Rhiannons~Ekco said...
I am really curious if there is an actual condition the doctor can diagnose for this.
This problem is that Hypermobility is the actual diagnosis. It is just as real (of a diagnosis) as Fibro or Sjogren's. The problem is that most doctors (even PTs) lack the understanding of the difference between hypermobile joints and having Hypermobility Syndrome. One can cane hypermobile joints and not have Hypermobility, but in order to have the latter, you have to have hypermobile joints. Doctors that do not know any better think when you say you have hypermobility that you have a lose joint or two and do not think anything of it. Since Hypermobility is a syndrome (some of my doctors call it "disorder" and not "syndrome", basically, it is the same thing), it is a collection of symptoms (like my joints, eyes, my gut, my (maybe) ears and my skin).

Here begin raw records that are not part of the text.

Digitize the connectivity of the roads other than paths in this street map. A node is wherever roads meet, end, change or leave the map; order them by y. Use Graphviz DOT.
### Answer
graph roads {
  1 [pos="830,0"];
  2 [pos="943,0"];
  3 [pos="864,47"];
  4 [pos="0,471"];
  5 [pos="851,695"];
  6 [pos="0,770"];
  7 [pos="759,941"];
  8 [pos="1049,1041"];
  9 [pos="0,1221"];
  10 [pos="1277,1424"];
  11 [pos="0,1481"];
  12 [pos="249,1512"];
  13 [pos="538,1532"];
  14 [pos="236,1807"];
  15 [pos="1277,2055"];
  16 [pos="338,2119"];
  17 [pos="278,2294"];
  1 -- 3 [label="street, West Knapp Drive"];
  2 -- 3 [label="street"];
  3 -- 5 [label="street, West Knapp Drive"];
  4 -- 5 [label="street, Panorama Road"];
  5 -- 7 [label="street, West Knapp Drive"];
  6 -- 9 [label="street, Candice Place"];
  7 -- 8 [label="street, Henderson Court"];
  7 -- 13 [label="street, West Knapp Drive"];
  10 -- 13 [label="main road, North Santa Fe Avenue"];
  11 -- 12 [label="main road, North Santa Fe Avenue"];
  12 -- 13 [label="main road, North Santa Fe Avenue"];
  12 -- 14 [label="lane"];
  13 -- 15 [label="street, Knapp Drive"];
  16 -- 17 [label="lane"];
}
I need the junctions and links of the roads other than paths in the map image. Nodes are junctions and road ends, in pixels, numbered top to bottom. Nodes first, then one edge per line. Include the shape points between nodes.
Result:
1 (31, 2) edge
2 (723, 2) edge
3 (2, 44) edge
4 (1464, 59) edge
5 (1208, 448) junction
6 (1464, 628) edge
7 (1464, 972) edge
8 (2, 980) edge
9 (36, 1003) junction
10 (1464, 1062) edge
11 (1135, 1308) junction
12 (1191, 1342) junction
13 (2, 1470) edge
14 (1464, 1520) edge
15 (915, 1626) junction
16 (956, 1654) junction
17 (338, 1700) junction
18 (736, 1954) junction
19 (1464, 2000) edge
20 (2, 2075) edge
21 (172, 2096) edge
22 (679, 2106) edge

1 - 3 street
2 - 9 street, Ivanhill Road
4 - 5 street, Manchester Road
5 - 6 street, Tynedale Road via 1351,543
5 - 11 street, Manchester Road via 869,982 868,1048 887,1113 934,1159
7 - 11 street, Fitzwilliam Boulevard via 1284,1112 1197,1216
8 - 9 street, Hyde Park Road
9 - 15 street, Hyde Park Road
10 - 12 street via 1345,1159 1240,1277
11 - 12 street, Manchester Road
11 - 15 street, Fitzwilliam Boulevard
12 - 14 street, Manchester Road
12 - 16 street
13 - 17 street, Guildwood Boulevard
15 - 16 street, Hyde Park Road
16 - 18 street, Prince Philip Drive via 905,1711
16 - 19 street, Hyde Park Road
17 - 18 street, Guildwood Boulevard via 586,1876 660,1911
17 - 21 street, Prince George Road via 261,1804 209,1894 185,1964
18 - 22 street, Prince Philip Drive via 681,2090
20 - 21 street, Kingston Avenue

Part of the problem I have (and probably most people) is that like most autoimmune conditions and CTDs, the symptoms all overlap. It is hard to tell if you have one thing or another, and (at least for me) the diagnosis can change every visit. Hypermobility has ALWAYS been something that the doctors have said though. It never changes.
I went to a geneticist to see if there was any testing that could be done to see if I have EDS and not just Hypermobility, but she said hat that particular type is not testable (yet) because they have not found that particular gene. They did do a thorough testing of my aorta and heart valves to make sure they have not stretched. They are fine. I do not know if I have it or not. I have had mixed opinions from other doctors.
There really needs to be a separate forum for Hypermobility.
edit: I asked her (the geneticist) if there was enough information to say it is possible that I have EDS, and she was reluctant to even say that. She just referred me back to my rhumy.